+++ Dataset extract +++

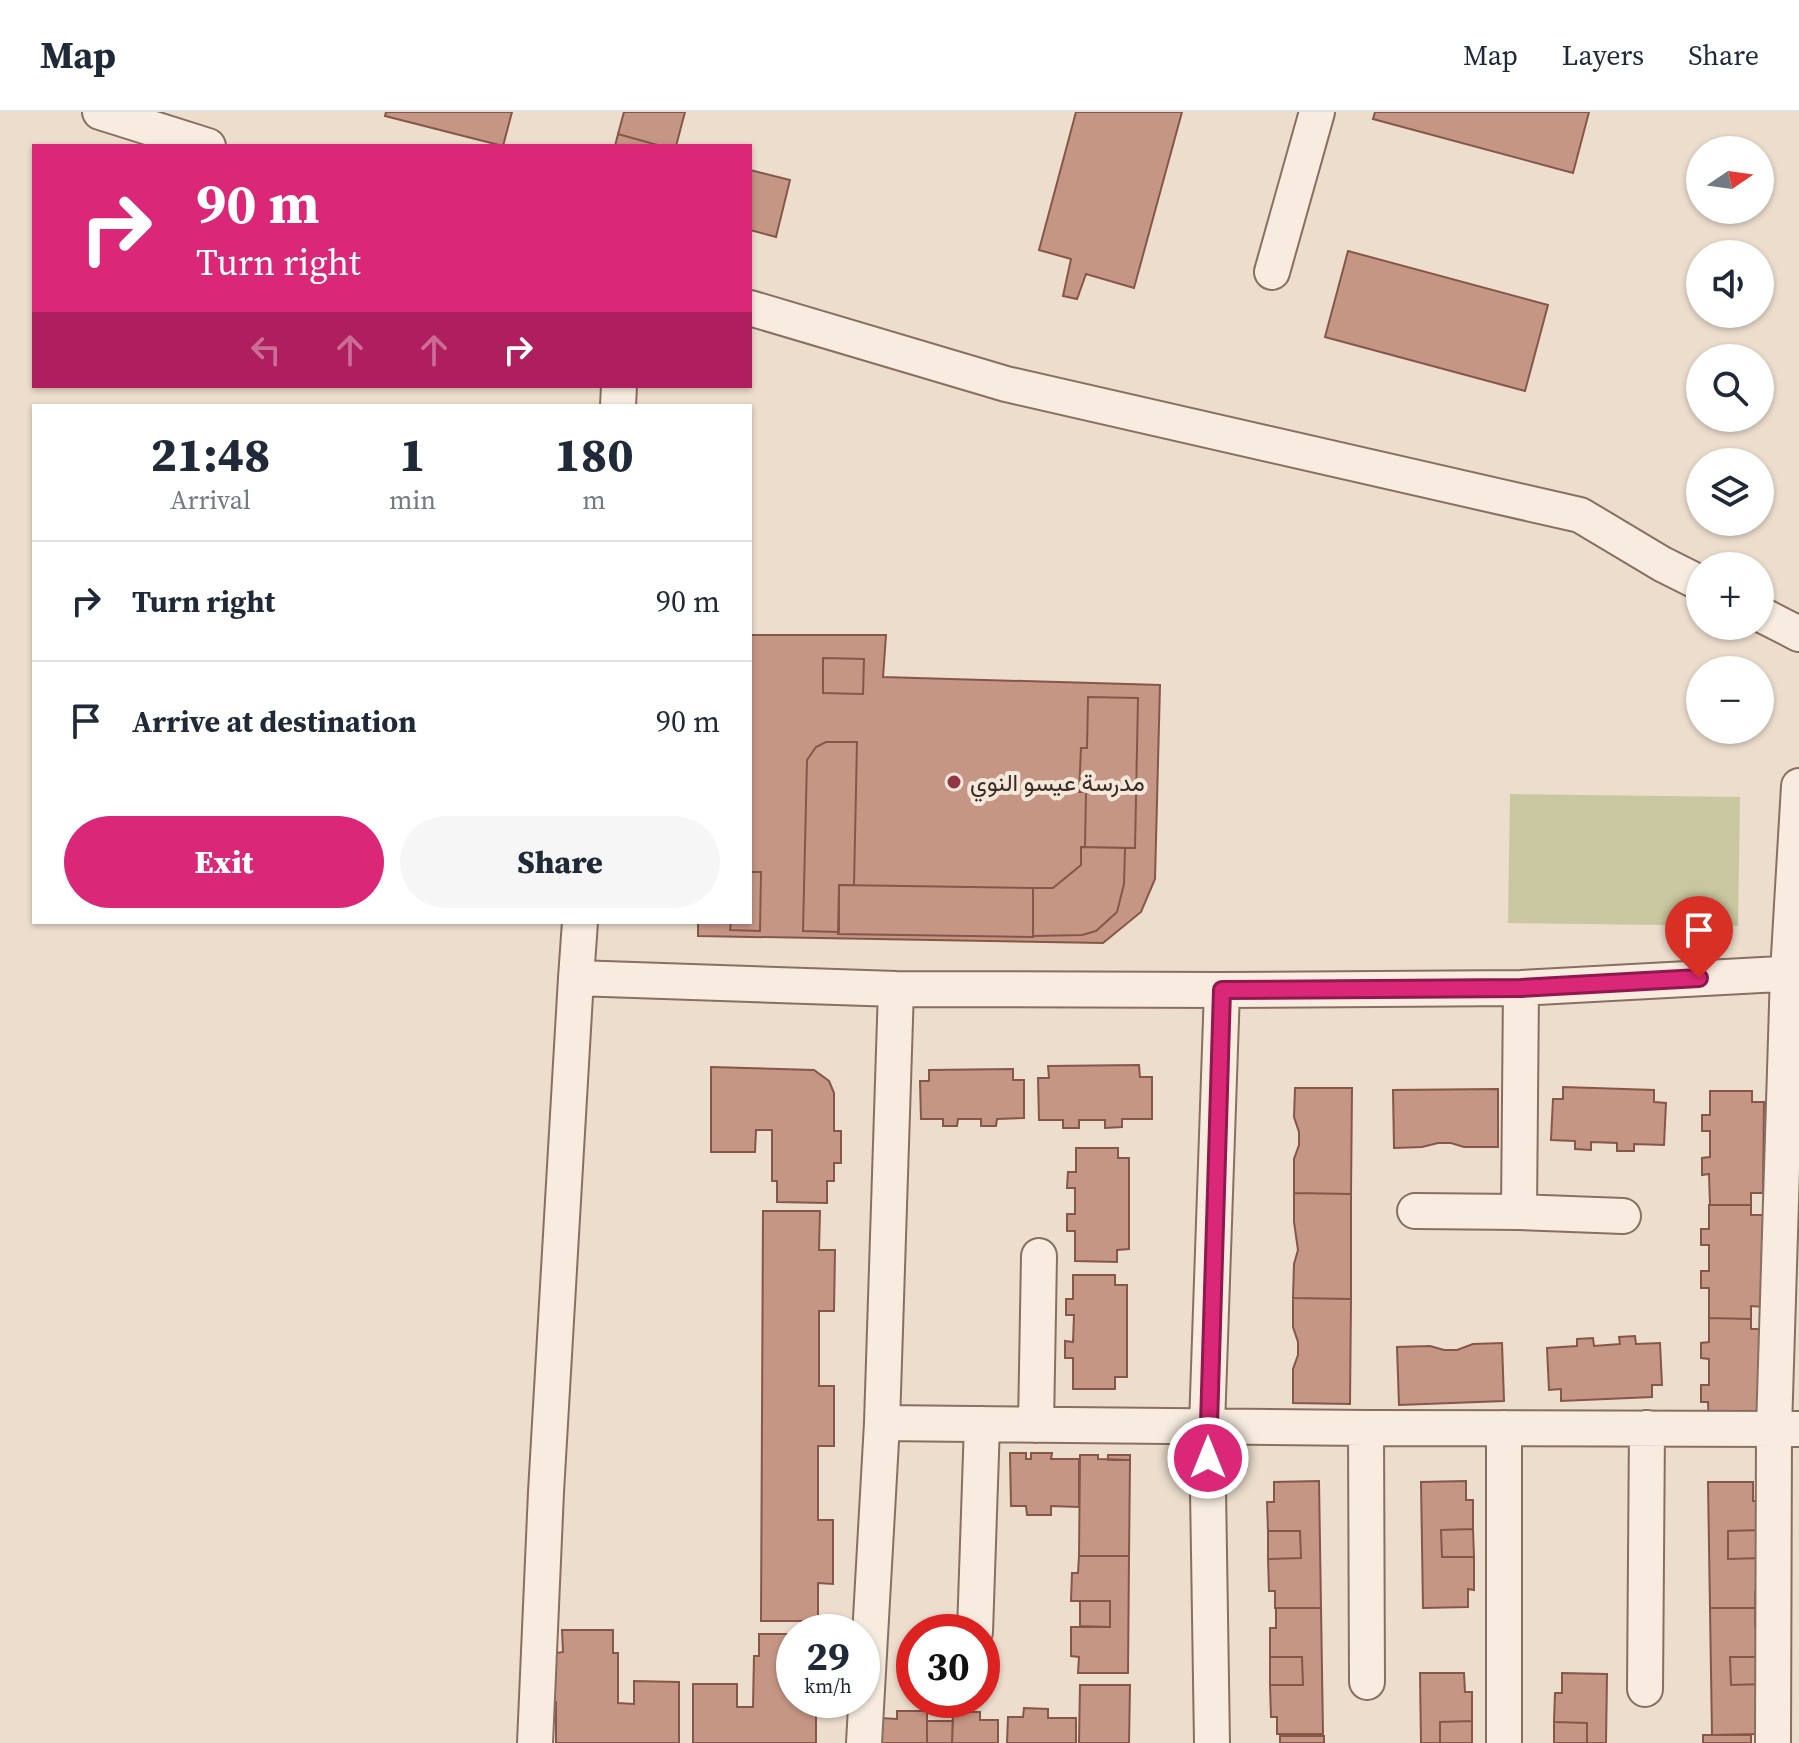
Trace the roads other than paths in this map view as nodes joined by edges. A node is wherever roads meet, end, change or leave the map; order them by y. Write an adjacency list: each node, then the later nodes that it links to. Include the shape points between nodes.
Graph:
1 (100, 112): 3 (street)
2 (1317, 112): 4 (street)
3 (202, 144)
4 (1272, 272)
5 (752, 309): 6 (street, via 1006,384 1580,515)
6 (1686, 575)
7 (1774, 621): 8 (street)
8 (1799, 634)
9 (1799, 786): 11 (street)
10 (580, 924): 12 (street)
11 (1793, 973): 13 (street); 27 (street)
12 (576, 978): 14 (street); 31 (street)
13 (1521, 988): 15 (street); 17 (street)
14 (896, 989): 15 (street); 20 (street)
15 (1222, 990): 23 (street)
16 (1415, 1211): 17 (street)
17 (1519, 1212): 18 (street)
18 (1623, 1216)
19 (1039, 1256): 22 (street)
20 (882, 1423): 21 (street); 32 (street)
21 (982, 1424): 22 (street); 28 (street)
22 (1036, 1425): 23 (street)
23 (1207, 1426): 24 (street); 33 (street)
24 (1366, 1428): 25 (street); 29 (street)
25 (1504, 1428): 26 (street); 34 (street)
26 (1647, 1428): 27 (street); 30 (street)
27 (1787, 1429): 35 (street)
28 (976, 1614)
29 (1367, 1682)
30 (1645, 1689)
31 (535, 1743)
32 (864, 1743)
33 (1212, 1743)
34 (1504, 1743)
35 (1773, 1743)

+++

__About this task__
The result should be every line of the data, reproduced exactly, with the images removed.

__Result__
Trace the roads other than paths in this map view as nodes joined by edges. A node is wherever roads meet, end, change or leave the map; order them by y. Write an adjacency list: each node, then the later nodes that it links to. Include the shape points between nodes.
Graph:
1 (100, 112): 3 (street)
2 (1317, 112): 4 (street)
3 (202, 144)
4 (1272, 272)
5 (752, 309): 6 (street, via 1006,384 1580,515)
6 (1686, 575)
7 (1774, 621): 8 (street)
8 (1799, 634)
9 (1799, 786): 11 (street)
10 (580, 924): 12 (street)
11 (1793, 973): 13 (street); 27 (street)
12 (576, 978): 14 (street); 31 (street)
13 (1521, 988): 15 (street); 17 (street)
14 (896, 989): 15 (street); 20 (street)
15 (1222, 990): 23 (street)
16 (1415, 1211): 17 (street)
17 (1519, 1212): 18 (street)
18 (1623, 1216)
19 (1039, 1256): 22 (street)
20 (882, 1423): 21 (street); 32 (street)
21 (982, 1424): 22 (street); 28 (street)
22 (1036, 1425): 23 (street)
23 (1207, 1426): 24 (street); 33 (street)
24 (1366, 1428): 25 (street); 29 (street)
25 (1504, 1428): 26 (street); 34 (street)
26 (1647, 1428): 27 (street); 30 (street)
27 (1787, 1429): 35 (street)
28 (976, 1614)
29 (1367, 1682)
30 (1645, 1689)
31 (535, 1743)
32 (864, 1743)
33 (1212, 1743)
34 (1504, 1743)
35 (1773, 1743)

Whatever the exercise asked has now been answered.